*DATA UNDER STUDY*
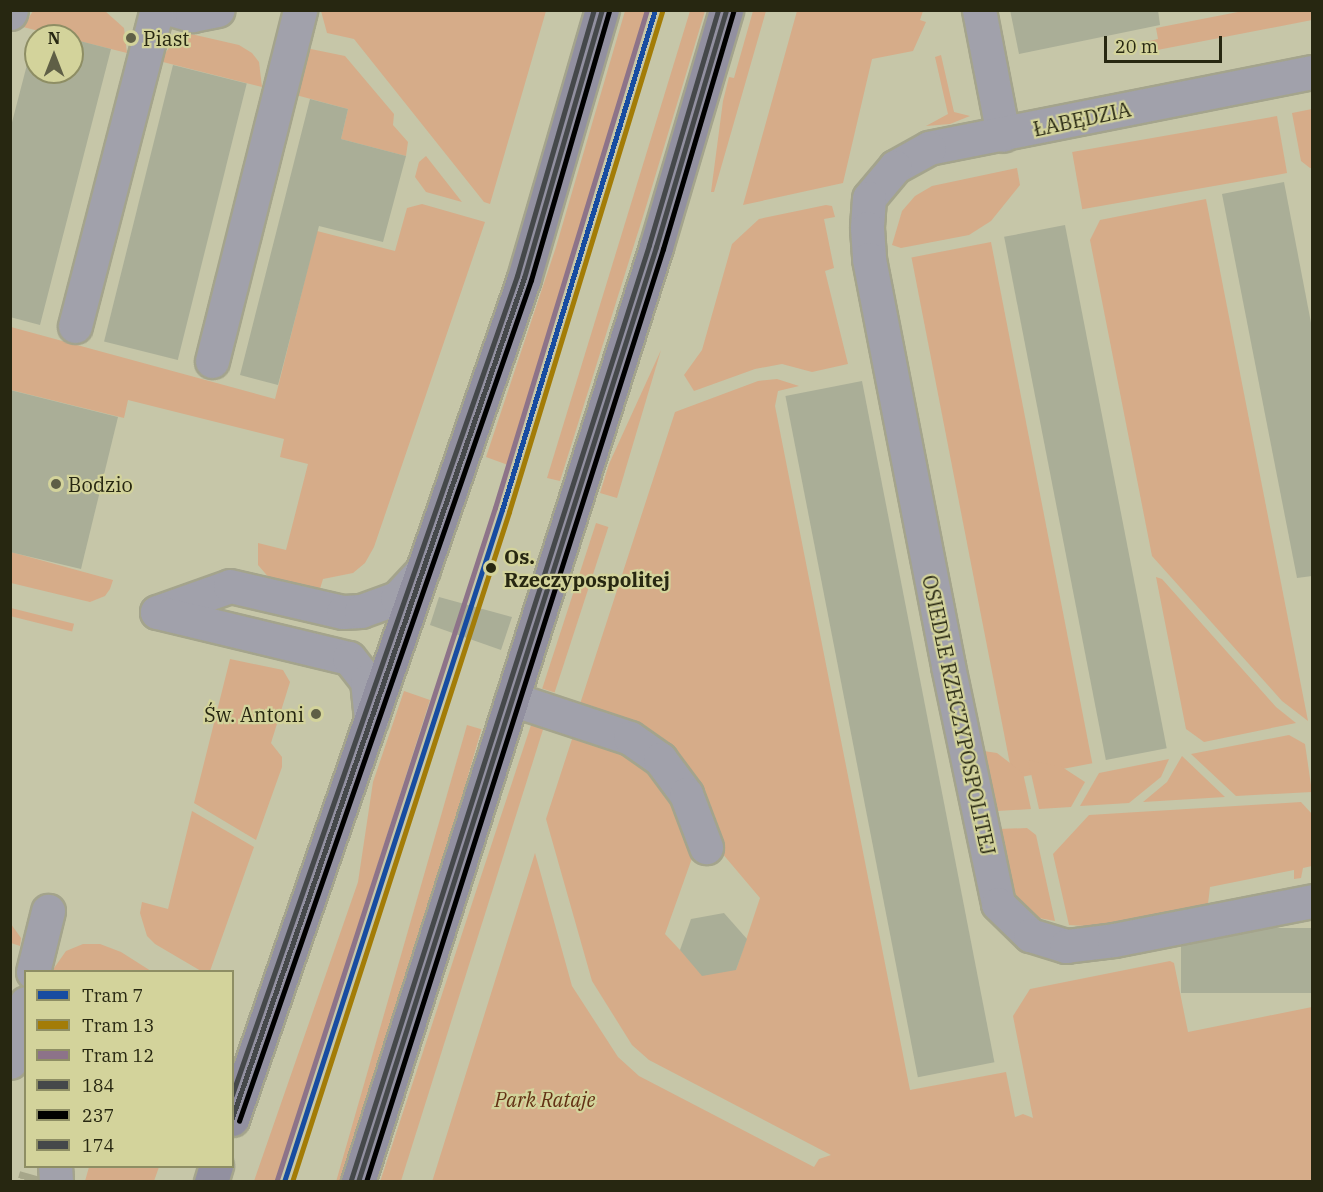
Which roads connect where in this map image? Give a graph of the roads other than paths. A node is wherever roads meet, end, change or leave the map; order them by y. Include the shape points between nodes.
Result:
* * *
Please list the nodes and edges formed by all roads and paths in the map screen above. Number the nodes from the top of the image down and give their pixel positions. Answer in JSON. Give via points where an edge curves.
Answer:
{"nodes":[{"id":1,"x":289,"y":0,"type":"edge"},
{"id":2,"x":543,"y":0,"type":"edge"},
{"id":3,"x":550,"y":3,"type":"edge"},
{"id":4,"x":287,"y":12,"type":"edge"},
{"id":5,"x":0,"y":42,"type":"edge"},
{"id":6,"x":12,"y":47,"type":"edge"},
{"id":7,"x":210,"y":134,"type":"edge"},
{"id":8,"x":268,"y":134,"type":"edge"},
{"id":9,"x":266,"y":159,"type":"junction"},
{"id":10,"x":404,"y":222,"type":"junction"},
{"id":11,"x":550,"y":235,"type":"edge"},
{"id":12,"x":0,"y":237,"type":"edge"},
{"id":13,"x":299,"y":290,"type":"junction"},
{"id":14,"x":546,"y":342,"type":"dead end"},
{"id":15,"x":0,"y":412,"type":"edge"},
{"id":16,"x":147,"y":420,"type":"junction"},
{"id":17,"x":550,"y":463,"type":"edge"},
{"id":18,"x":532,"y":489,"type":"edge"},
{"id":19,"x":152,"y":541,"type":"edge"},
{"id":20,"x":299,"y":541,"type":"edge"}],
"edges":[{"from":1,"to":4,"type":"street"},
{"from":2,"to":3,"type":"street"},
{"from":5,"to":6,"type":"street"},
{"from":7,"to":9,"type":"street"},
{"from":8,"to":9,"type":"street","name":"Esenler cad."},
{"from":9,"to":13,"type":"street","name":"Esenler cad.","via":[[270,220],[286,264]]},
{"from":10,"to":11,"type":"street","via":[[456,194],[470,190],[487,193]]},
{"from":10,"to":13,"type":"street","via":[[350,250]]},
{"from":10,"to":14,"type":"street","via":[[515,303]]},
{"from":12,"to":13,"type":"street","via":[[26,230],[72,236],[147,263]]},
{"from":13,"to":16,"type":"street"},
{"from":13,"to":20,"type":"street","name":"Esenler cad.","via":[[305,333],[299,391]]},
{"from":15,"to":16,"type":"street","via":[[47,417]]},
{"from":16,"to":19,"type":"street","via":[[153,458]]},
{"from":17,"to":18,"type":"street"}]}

*THE PROBLEM*
In the entries above, count each line containing the word "where" and reply with only the count.

*WRITTEN ANSWER*
2